== Provided information ==

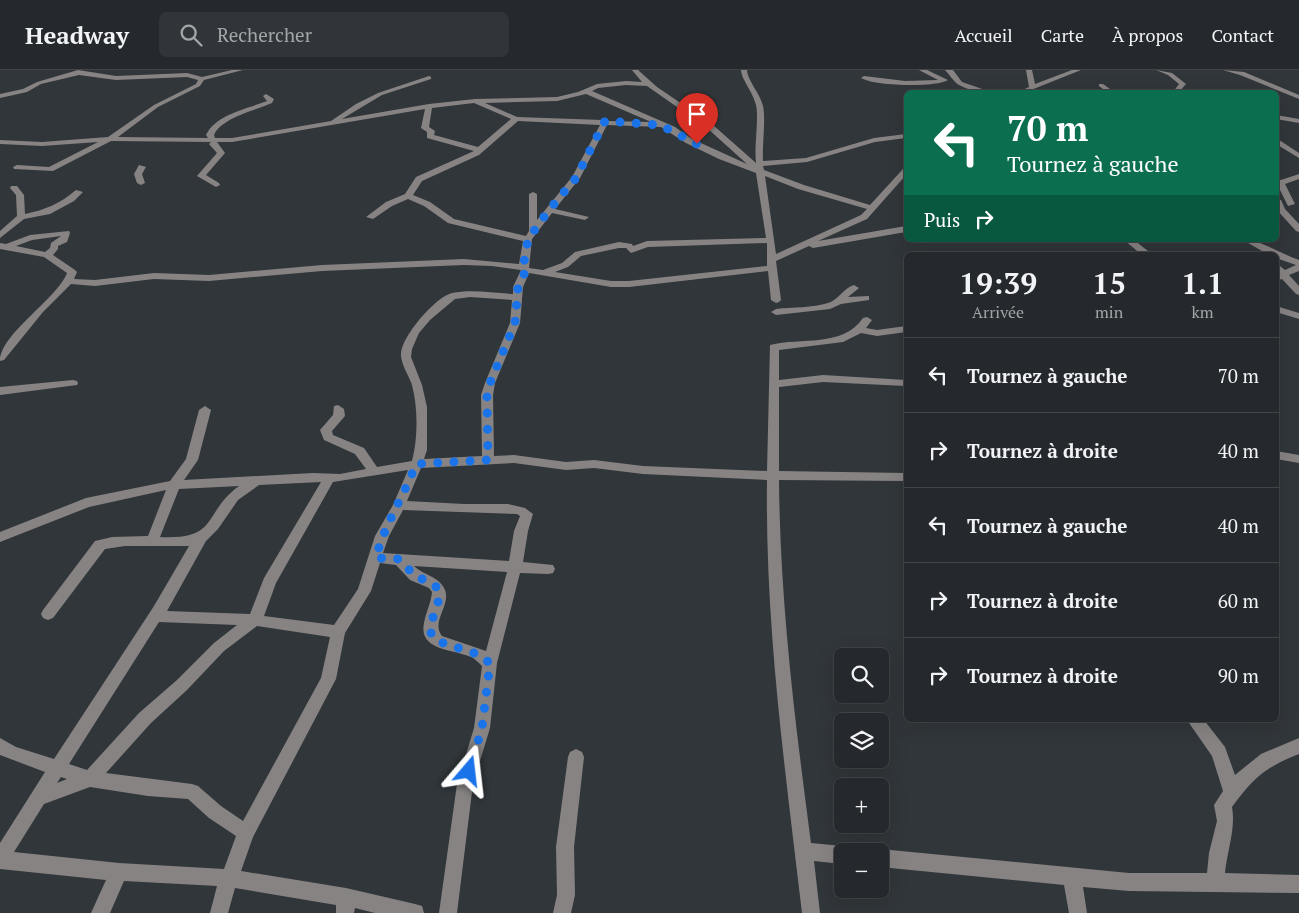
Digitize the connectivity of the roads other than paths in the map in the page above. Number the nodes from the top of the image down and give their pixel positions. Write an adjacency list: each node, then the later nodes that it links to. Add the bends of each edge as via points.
1 (240, 70): 2 (street); 17 (street)
2 (245, 70)
3 (744, 70): 53 (street, via 760,107)
4 (922, 70): 18 (street)
5 (948, 70): 19 (street)
6 (1029, 70): 24 (street)
7 (1078, 70): 12 (street)
8 (1159, 70): 30 (street, via 1183,84)
9 (1226, 70): 14 (street)
10 (81, 71): 13 (street, via 95,76 130,79); 33 (street, via 39,83 25,91)
11 (636, 71): 21 (street); 23 (street)
12 (1067, 71): 24 (street)
13 (190, 72): 17 (street)
14 (1241, 72): 25 (street)
15 (429, 78): 42 (street, via 380,94)
16 (864, 78): 18 (street, via 905,83)
17 (202, 79): 32 (street, via 198,85)
18 (945, 80): 19 (street)
19 (958, 81): 27 (street)
20 (1280, 82): 25 (street, via 1270,84)
21 (649, 84): 23 (street); 53 (street)
22 (1101, 85): 29 (street)
23 (597, 86): 31 (street)
24 (1032, 87): 28 (street)
25 (1271, 87): 35 (street)
26 (169, 89): 32 (street)
27 (983, 90)
28 (1025, 90)
29 (1108, 90)
30 (1178, 90)
31 (586, 91): 36 (street, via 549,100); 43 (street)
32 (182, 92): 45 (street)
33 (0, 96)
34 (266, 96): 48 (street, via 270,102 213,128 210,132)
35 (1299, 97)
36 (475, 101): 37 (street); 38 (street)
37 (430, 106): 42 (street); 49 (street, via 425,128 431,131 430,136)
38 (516, 118): 40 (street); 49 (street)
39 (1279, 118): 41 (street)
40 (605, 121): 43 (street); 68 (street, via 576,178)
41 (1299, 121)
42 (333, 122): 48 (street)
43 (660, 125): 53 (street, via 722,157)
44 (904, 136): 53 (street, via 874,140 807,160)
45 (110, 139): 46 (street, via 42,144); 48 (street); 52 (street, via 50,169)
46 (0, 142)
47 (1279, 142): 50 (street)
48 (213, 143): 58 (street, via 220,153 201,176)
49 (478, 150): 63 (street, via 419,179)
50 (1299, 156)
51 (142, 167): 57 (street, via 138,174)
52 (17, 168)
53 (760, 168): 67 (street, via 800,187); 76 (street)
54 (904, 176): 67 (street)
55 (1299, 176): 56 (street)
56 (1279, 181)
57 (141, 183)
58 (216, 185)
59 (1279, 185): 66 (street)
60 (14, 188): 69 (street, via 20,195)
61 (80, 192): 69 (street, via 47,212)
62 (533, 194): 75 (street)
63 (408, 196): 70 (street); 75 (street, via 428,204 451,221)
64 (1279, 202): 66 (street)
65 (1279, 206): 73 (street)
66 (1295, 206)
67 (872, 208): 81 (street, via 864,217)
68 (549, 210): 71 (street); 75 (street)
69 (21, 217): 74 (street)
70 (370, 217)
71 (585, 217)
72 (904, 229): 81 (street)
73 (1299, 229)
74 (0, 235)
75 (530, 235): 90 (street)
76 (771, 240): 88 (street); 91 (street, via 647,244 630,250 629,246 620,245 578,254 565,264)
77 (1130, 242): 82 (street)
78 (1248, 242): 83 (street)
79 (1250, 242): 84 (street)
80 (4, 246): 85 (street); 85 (street, via 66,233 64,240 54,245)
81 (803, 246): 88 (street)
82 (1140, 252)
83 (1259, 252)
84 (1270, 252)
85 (47, 255): 93 (street, via 72,272)
86 (1279, 256): 87 (street)
87 (1299, 263)
88 (772, 264): 91 (street, via 629,284 611,284); 98 (street)
89 (1299, 267): 92 (street)
90 (524, 269): 91 (street); 93 (street, via 492,263 443,262 209,278 154,276 95,283); 94 (street)
91 (544, 272)
92 (1279, 273): 96 (street)
93 (69, 281): 104 (street, via 45,304)
94 (518, 287): 113 (street, via 515,323 487,395); 114 (street, via 517,297 470,294 448,298 414,332 406,357 421,407 420,450)
95 (854, 288): 99 (street)
96 (1299, 292)
97 (866, 298): 99 (street)
98 (776, 300)
99 (839, 302): 101 (street, via 830,306)
100 (1279, 310): 102 (street)
101 (776, 312)
102 (1299, 316)
103 (904, 329): 107 (street, via 877,333 864,325 840,340 774,347)
104 (0, 358)
105 (73, 383): 108 (street)
106 (904, 383): 107 (street, via 813,378)
107 (774, 385): 116 (street)
108 (0, 390)
109 (338, 409): 115 (street, via 338,416 326,430 328,437 361,450 370,461)
110 (205, 410): 120 (street, via 192,460)
111 (1279, 456): 112 (street)
112 (1299, 459)
113 (488, 460): 114 (street); 116 (street)
114 (416, 464): 115 (street); 121 (street)
115 (373, 472): 118 (street)
116 (774, 476): 117 (street); 143 (street, via 776,601)
117 (904, 477)
118 (329, 478): 119 (street); 131 (street, via 269,582)
119 (254, 482): 120 (street); 123 (street, via 237,493)
120 (174, 485): 122 (street, via 86,503); 124 (street)
121 (399, 506): 125 (street, via 382,536); 127 (street, via 519,510 527,514)
122 (0, 537)
123 (201, 538): 124 (street); 129 (street)
124 (152, 542): 130 (street, via 123,539 100,545)
125 (376, 558): 126 (street); 132 (street, via 364,591)
126 (399, 559): 127 (street); 133 (street, via 415,576 434,584 439,591 431,623 431,633 437,641 477,654)
127 (515, 567): 128 (street); 133 (street)
128 (548, 570)
129 (159, 610): 131 (street, via 162,617 168,618); 138 (street)
130 (48, 614)
131 (254, 620): 132 (street); 139 (street, via 219,646 145,718)
132 (338, 632): 142 (street, via 328,679)
133 (490, 663): 156 (street, via 482,728 463,798)
134 (1196, 722): 140 (street, via 1219,752)
135 (0, 746): 138 (street)
136 (1299, 746): 140 (street, via 1267,759 1244,777)
137 (576, 757): 157 (street, via 565,847 566,895)
138 (57, 767): 139 (street); 141 (street)
139 (90, 779): 141 (street); 142 (street, via 192,792)
140 (1233, 794): 150 (street, via 1223,805 1226,821)
141 (38, 798): 145 (street)
142 (246, 833): 149 (street)
143 (804, 851): 144 (street); 158 (street)
144 (834, 854)
145 (0, 859): 147 (street)
146 (889, 859): 148 (street)
147 (119, 872): 149 (street); 153 (street)
148 (1072, 877): 150 (street, via 1129,882); 159 (street)
149 (229, 878): 152 (street); 154 (street)
150 (1215, 882): 151 (street)
151 (1299, 884)
152 (345, 905): 155 (street)
153 (100, 913)
154 (219, 913)
155 (415, 913)
156 (448, 913)
157 (562, 913)
158 (811, 913)
159 (1078, 913)

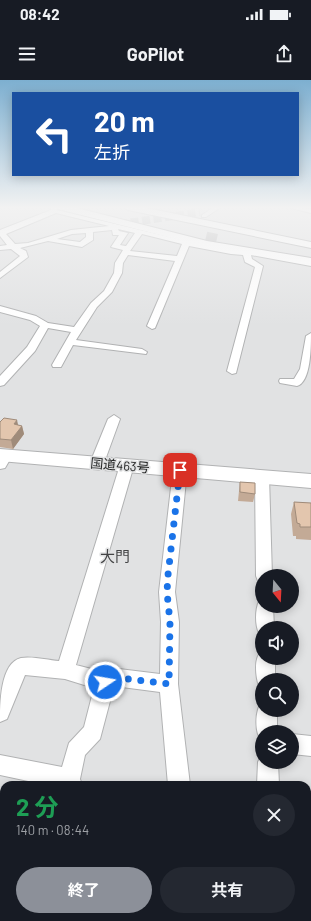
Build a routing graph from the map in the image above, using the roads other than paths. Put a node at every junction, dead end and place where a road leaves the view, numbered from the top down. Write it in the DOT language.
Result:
graph roads {
  1 [pos="116,246"];
  2 [pos="130,246"];
  3 [pos="185,246"];
  4 [pos="207,246"];
  5 [pos="218,246"];
  6 [pos="251,246"];
  7 [pos="288,246"];
  8 [pos="13,247"];
  9 [pos="22,247"];
  10 [pos="0,248"];
  11 [pos="127,251"];
  12 [pos="311,251"];
  13 [pos="251,253"];
  14 [pos="311,258"];
  15 [pos="180,259"];
  16 [pos="311,262"];
  17 [pos="0,276"];
  18 [pos="2,312"];
  19 [pos="44,325"];
  20 [pos="152,326"];
  21 [pos="77,330"];
  22 [pos="311,336"];
  23 [pos="70,342"];
  24 [pos="142,352"];
  25 [pos="57,365"];
  26 [pos="232,371"];
  27 [pos="284,381"];
  28 [pos="0,383"];
  29 [pos="114,419"];
  30 [pos="2,458"];
  31 [pos="97,463"];
  32 [pos="127,465"];
  33 [pos="180,470"];
  34 [pos="262,476"];
  35 [pos="311,481"];
  36 [pos="264,569"];
  37 [pos="65,670"];
  38 [pos="105,682"];
  39 [pos="169,684"];
  40 [pos="0,712"];
  41 [pos="299,745"];
  42 [pos="311,746"];
  43 [pos="0,765"];
  44 [pos="268,769"];
  45 [pos="66,781"];
  46 [pos="70,781"];
  47 [pos="179,781"];
  48 [pos="268,781"];
  1 -- 11 [label="street"];
  2 -- 11 [label="street"];
  3 -- 15 [label="street"];
  4 -- 13 [label="street"];
  5 -- 13 [label="highway"];
  6 -- 14 [label="highway"];
  7 -- 12 [label="highway"];
  8 -- 9 [label="street"];
  8 -- 10 [label="street"];
  8 -- 17 [label="street"];
  11 -- 15 [label="street"];
  11 -- 21 [label="street"];
  13 -- 16 [label="highway"];
  13 -- 26 [label="street"];
  15 -- 20 [label="street"];
  18 -- 19 [label="street"];
  19 -- 21 [label="street"];
  19 -- 28 [label="street"];
  21 -- 23 [label="street"];
  22 -- 27 [label="street"];
  23 -- 24 [label="street"];
  23 -- 25 [label="street"];
  29 -- 31 [label="street"];
  30 -- 31 [label="highway, 国道463号"];
  31 -- 32 [label="highway, 国道463号"];
  32 -- 33 [label="highway, 国道463号"];
  32 -- 37 [label="street"];
  33 -- 34 [label="highway, 国道463号"];
  33 -- 39 [label="street"];
  34 -- 35 [label="highway, 国道463号"];
  34 -- 36 [label="street"];
  37 -- 38 [label="street"];
  37 -- 40 [label="street"];
  38 -- 39 [label="street"];
  38 -- 46 [label="street"];
  39 -- 47 [label="street"];
  41 -- 42 [label="street"];
  43 -- 45 [label="street"];
  44 -- 48 [label="street"];
}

== Requirement ==
In the records above, some lines hold the word "from"; copy each such line.

== Finished task ==
Digitize the connectivity of the roads other than paths in the map in the page above. Number the nodes from the top of the image down and give their pixel positions. Write an adjacency list: each node, then the later nodes that it links to. Add the bends of each edge as via points.
Build a routing graph from the map in the image above, using the roads other than paths. Put a node at every junction, dead end and place where a road leaves the view, numbered from the top down. Write it in the DOT language.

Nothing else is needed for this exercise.